Customer protection

Customer rights: key terms, laws and organisations

Guide

Get familiar with common terms, laws and organisations relating to customer rights:

  • Competition and Markets Authority - a government agency that protects consumer interests, while ensuring that businesses are fair and competitive.
  • Consumer Credit Act - contains provisions that can make credit providers jointly liable for any problems that arise with a purchase.
  • Consumer - someone who is buying your goods and services but is not doing so for business purposes.
  • Consumer Protection from Unfair Trading Regulations - protects consumers from unfair treatment by traders and places a general requirement on traders to act fairly and honestly. The regulations repealed most of the provisions of the Trade Descriptions Act.
  • Customer - someone who is buying your goods and services.

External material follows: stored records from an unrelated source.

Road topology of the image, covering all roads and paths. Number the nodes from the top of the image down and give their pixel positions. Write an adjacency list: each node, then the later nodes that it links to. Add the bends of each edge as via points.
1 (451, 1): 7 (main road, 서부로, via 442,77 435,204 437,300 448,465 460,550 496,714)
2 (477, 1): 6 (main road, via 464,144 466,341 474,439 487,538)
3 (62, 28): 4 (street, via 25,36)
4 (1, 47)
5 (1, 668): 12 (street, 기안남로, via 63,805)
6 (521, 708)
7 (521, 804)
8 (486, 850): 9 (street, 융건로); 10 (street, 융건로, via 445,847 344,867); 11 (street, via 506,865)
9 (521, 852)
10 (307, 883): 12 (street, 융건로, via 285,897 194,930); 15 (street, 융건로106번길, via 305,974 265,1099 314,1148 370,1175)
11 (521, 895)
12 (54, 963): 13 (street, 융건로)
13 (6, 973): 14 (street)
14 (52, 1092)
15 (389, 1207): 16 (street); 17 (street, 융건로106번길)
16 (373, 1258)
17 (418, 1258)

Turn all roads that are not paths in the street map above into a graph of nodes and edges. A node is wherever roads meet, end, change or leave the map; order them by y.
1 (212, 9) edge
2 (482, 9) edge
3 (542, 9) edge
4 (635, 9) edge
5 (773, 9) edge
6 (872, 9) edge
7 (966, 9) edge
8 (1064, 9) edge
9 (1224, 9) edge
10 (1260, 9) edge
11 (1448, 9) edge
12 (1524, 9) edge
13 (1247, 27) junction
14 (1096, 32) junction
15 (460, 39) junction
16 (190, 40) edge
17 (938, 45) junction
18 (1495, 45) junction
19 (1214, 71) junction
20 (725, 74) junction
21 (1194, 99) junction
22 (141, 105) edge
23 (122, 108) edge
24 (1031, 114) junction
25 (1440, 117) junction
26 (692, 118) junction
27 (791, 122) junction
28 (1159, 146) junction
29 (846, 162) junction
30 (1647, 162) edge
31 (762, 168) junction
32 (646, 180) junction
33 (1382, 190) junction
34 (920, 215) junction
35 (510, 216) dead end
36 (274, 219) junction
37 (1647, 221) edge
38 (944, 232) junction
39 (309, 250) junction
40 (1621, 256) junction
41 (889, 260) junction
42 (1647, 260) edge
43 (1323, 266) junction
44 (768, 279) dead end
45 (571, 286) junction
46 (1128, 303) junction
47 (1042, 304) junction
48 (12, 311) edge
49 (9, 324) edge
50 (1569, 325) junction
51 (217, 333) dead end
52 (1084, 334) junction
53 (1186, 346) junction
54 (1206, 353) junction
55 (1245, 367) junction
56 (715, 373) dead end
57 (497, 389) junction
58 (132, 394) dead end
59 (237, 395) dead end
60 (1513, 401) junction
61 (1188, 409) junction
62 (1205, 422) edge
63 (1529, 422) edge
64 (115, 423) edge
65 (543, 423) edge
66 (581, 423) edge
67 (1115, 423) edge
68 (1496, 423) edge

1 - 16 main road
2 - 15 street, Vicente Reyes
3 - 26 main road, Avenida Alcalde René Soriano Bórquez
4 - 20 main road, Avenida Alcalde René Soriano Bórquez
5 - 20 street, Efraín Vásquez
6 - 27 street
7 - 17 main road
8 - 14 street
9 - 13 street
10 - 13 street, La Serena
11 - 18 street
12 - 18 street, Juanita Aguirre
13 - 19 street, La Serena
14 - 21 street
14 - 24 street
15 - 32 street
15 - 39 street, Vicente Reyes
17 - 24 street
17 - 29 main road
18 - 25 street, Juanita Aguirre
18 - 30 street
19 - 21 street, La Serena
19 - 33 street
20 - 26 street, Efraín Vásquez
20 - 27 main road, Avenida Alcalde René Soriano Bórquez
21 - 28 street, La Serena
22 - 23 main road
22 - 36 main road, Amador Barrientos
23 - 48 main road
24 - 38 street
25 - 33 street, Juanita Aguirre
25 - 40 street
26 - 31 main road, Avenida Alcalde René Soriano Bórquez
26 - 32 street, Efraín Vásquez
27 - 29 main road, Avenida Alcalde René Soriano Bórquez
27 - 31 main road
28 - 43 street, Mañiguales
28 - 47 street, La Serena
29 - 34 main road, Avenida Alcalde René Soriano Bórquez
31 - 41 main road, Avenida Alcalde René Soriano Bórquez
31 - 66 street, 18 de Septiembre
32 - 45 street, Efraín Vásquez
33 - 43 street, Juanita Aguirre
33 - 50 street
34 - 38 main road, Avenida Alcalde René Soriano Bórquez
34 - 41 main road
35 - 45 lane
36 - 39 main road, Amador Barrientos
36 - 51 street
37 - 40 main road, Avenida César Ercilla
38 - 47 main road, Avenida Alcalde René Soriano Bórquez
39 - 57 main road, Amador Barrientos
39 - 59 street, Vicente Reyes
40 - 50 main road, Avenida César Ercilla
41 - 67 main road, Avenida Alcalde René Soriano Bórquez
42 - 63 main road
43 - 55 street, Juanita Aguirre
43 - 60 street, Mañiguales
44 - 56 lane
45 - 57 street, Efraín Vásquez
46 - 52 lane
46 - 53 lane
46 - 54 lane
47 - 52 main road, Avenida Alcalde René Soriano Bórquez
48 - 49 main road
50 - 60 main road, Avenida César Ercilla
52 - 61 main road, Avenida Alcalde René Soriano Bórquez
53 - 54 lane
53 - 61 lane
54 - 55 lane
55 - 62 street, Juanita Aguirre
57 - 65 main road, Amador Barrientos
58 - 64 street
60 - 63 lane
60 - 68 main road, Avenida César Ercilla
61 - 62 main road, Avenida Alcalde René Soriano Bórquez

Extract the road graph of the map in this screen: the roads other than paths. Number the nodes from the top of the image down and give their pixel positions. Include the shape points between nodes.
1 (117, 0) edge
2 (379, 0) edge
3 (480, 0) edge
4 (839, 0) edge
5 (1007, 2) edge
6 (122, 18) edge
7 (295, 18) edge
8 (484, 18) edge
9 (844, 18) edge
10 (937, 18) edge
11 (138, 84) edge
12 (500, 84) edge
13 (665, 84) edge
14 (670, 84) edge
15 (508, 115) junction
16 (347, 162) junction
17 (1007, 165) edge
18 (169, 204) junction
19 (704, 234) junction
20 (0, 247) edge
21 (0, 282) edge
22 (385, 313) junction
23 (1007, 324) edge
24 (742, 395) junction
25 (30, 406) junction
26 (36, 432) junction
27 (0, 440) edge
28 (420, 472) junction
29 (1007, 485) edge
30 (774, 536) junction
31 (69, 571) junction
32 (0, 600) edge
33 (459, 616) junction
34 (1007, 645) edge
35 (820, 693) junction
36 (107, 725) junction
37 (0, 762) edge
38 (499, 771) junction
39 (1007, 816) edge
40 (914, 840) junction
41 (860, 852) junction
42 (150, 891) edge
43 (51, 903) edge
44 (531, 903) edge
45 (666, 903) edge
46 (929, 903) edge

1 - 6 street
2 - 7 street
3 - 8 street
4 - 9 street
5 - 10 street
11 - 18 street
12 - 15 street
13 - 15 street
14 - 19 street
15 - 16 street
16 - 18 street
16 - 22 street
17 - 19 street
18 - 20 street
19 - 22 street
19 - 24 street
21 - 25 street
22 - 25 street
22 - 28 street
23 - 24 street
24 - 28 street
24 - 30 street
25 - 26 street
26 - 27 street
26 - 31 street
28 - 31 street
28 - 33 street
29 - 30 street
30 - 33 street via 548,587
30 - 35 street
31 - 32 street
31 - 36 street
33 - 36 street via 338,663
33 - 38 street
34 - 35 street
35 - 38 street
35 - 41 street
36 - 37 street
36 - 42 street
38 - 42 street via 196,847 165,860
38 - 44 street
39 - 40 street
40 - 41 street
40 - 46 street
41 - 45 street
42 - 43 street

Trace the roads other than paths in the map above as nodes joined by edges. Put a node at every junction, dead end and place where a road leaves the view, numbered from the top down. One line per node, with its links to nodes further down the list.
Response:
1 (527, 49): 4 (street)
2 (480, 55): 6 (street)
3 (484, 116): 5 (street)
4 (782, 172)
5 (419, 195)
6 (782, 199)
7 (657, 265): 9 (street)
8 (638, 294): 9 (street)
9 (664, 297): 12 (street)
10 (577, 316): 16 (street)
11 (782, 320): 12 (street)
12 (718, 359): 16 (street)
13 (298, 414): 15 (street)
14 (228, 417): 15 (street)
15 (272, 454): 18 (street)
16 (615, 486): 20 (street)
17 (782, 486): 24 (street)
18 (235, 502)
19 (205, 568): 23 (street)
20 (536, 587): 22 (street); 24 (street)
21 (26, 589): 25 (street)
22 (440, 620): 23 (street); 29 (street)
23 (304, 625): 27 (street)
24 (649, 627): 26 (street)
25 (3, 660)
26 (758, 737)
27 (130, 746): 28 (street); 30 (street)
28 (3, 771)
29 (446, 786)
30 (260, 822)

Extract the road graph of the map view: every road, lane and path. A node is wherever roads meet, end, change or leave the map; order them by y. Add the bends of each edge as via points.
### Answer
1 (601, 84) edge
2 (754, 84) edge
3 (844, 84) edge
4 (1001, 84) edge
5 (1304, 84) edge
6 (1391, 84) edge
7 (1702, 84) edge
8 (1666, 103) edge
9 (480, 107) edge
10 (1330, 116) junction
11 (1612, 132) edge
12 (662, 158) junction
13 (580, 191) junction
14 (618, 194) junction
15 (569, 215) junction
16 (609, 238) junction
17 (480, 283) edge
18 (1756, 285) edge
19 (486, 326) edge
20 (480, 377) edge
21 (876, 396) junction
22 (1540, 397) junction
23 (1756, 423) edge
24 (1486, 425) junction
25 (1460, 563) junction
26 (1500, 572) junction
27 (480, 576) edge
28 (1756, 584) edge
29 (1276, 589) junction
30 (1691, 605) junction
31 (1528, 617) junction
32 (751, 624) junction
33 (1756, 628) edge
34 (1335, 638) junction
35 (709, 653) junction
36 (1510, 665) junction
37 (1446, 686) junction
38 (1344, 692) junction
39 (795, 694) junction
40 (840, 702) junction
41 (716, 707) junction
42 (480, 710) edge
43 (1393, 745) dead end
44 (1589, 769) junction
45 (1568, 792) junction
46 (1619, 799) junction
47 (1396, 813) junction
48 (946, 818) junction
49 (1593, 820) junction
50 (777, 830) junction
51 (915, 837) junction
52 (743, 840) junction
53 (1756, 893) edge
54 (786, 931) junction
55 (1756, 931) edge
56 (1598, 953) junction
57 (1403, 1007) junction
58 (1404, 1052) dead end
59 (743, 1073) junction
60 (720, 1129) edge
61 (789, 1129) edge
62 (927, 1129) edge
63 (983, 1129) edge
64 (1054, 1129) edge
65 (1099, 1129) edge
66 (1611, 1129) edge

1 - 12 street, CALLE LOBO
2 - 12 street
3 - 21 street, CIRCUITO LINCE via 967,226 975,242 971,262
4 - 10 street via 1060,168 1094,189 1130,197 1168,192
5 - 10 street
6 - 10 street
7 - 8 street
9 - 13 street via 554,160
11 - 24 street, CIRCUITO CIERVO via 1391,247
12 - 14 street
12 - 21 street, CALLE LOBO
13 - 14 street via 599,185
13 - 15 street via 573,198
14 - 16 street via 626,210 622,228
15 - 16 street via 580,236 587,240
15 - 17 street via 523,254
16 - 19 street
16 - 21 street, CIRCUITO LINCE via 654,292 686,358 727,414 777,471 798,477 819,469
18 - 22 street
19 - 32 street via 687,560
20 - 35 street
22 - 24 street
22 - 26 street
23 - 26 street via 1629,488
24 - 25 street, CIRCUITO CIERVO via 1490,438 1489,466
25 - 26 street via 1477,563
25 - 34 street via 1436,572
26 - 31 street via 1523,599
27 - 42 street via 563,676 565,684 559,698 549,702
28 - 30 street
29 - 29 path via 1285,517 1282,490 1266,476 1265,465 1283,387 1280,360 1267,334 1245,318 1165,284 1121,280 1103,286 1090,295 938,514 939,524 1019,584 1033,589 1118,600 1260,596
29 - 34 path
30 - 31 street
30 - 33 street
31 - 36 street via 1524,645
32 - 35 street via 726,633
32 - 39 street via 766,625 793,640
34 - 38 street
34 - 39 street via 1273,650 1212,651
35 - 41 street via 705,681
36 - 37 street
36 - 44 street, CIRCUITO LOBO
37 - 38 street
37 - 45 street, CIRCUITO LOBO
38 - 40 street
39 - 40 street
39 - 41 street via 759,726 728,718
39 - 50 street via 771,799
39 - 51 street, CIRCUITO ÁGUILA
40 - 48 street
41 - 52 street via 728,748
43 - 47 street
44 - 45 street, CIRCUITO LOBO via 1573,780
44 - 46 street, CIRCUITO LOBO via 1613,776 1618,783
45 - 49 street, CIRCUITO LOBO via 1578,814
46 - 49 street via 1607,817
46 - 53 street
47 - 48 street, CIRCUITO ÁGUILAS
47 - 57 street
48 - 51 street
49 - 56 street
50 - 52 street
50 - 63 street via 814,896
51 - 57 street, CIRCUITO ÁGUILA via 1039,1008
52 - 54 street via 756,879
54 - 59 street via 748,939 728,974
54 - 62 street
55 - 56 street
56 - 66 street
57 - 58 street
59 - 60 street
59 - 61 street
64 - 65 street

A customer may be a consumer or someone acting on behalf of a business.
  • Financial Conduct Authority - a government agency that protects consumer interests while promoting healthy competition between financial services firms.
  • Reasonable - The Consumer Rights Act states that what is reasonable "is a question of fact" not defined in law but generally taken to mean in comparison with another supplier as the Supply of Goods and Services Act (see below).
  • The Consumer Rights Act - requires goods to be as described, fit for their purpose and of satisfactory quality. If they are not, the customer may be able to reject them.
  • The Trading Standards Service - is part of the Department for the Economy and enforces consumer protection laws in Northern Ireland.
  • Unfair Commercial Practices Directive - transposed into UK law by the Consumer Protection from Unfair Trading Regulations 2008 which protects consumers from unfair treatment by traders.